Parlament der Unsichtbaren: Stimmen hör- und sichtbar machen
Für eine bessere Bürgerbeteiligung müssen mit neuen Partizipationsmodellen besonders benachteiligte Bevölkerungsgruppen eingebunden werden. Da braucht es Instrumente und Verfahren, um diese Expertise auch in die politischen Entscheidungsstrukturen einfließen zu lassen: im Verwaltungsrat des AMS oder in Beratungsgremien für Minister oder in Strategieforen der Gesundheitsbehörden oder in Programmen der Gemeinden. Sie können Einblicke und Lösungen erbringen, an die vorher nicht gedacht wurde. Sie beteiligen Bürgerinnen und Bürger aller Schichten, Einkommen und Herkunft an entscheidenden Fragen des Gemeinwesens: Menschen mit Behinderungen, Armutsbetroffene, Erwerbslose, Pflegebedürftige und ihre Angehörigen. Eine „Sozialverträglichkeitsprüfung“ gesetzlicher Maßnahmen sollte genauso bedacht werden wie Modelle eines „Health Impact Assessment“ wie sie Neuseeland praktiziert. Und es würde gerade jetzt in Coronazeiten nicht schaden, den im Regierungsprogramm vermerkten „Unterausschuss Armutsbekämpfung“ im Parlament einzusetzen. Dort könnten die Stimmen „von unten“ hör- und sichtbar werden. Ein „Parlament der Unsichtbaren“.
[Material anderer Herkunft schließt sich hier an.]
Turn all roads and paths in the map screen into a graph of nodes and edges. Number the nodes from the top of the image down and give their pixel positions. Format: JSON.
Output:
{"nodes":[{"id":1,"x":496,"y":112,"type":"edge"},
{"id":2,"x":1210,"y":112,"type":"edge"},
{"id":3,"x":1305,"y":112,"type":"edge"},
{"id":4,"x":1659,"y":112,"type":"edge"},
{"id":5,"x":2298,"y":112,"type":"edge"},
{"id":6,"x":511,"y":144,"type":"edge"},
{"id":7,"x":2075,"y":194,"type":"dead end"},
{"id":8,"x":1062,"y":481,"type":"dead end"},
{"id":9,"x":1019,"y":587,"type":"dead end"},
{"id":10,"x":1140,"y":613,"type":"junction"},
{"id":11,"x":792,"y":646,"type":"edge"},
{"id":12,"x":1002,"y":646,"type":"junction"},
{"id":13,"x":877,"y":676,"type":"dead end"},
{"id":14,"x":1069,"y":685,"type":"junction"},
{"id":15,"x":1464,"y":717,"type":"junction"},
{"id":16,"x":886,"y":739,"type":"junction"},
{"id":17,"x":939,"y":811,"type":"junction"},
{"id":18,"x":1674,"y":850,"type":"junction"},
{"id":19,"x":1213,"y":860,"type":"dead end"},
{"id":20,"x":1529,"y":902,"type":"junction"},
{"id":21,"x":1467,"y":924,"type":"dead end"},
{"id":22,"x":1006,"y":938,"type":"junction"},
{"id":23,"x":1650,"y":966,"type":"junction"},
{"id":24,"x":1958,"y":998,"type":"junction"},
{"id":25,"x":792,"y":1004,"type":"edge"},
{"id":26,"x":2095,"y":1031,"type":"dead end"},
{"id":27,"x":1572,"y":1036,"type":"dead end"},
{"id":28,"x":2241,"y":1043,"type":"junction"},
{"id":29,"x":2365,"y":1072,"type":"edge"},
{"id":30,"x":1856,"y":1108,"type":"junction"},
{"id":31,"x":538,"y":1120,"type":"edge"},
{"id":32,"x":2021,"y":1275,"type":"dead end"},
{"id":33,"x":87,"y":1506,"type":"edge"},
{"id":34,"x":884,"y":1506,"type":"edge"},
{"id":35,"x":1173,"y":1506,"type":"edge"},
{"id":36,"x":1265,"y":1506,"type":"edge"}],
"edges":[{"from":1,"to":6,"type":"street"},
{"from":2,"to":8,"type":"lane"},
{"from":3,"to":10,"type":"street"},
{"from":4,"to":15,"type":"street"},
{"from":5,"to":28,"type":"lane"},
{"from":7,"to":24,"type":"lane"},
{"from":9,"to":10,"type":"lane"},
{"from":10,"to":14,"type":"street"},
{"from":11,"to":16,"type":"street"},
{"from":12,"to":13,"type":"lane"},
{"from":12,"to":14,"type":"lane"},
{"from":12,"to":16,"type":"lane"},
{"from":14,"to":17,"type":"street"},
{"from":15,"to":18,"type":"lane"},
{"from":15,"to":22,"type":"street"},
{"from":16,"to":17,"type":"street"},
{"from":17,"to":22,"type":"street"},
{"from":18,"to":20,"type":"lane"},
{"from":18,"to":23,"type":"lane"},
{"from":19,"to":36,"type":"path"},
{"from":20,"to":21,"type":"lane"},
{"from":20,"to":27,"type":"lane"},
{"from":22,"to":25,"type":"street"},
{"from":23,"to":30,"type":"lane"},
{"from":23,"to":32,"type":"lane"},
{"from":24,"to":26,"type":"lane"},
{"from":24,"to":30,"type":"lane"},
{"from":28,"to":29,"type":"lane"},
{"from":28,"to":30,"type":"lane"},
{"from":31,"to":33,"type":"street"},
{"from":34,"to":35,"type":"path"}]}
„Die Autobahn ist wieder belebt, heute. Und jeder weiß, wohin sie führt. Ich sitze hier unten im Licht des Lagerfeuers. Und warte auf den Geist von Tom Joad“. Das sind die ersten Strophen in einem Song von Bruce Springsteen. Der Sänger greift die Geschichte von Tom Joad auf. Tom Joad ist der Hauptcharakter in John Steinbecks Roman „Früchte des Zorns“ über die große Depression und Arbeitslosigkeit in den USA der Zwischenkriegszeit. Ein gut dotierter öffentlicher Fonds förderte damals Schriftsteller, Singer-Songwriter, Filmemacher und Fotografen darin, die leisen Stimmen, den gewöhnlichen Alltag und die missachteten Existenzen in den Blick zu bekommen. Sie erzählten Geschichten, von denen keiner erzählt. Sie machten den Alltag derer sichtbar, die nicht im Licht stehen. Sie verstärkten die Stimmen, die gewöhnlich überhört werden.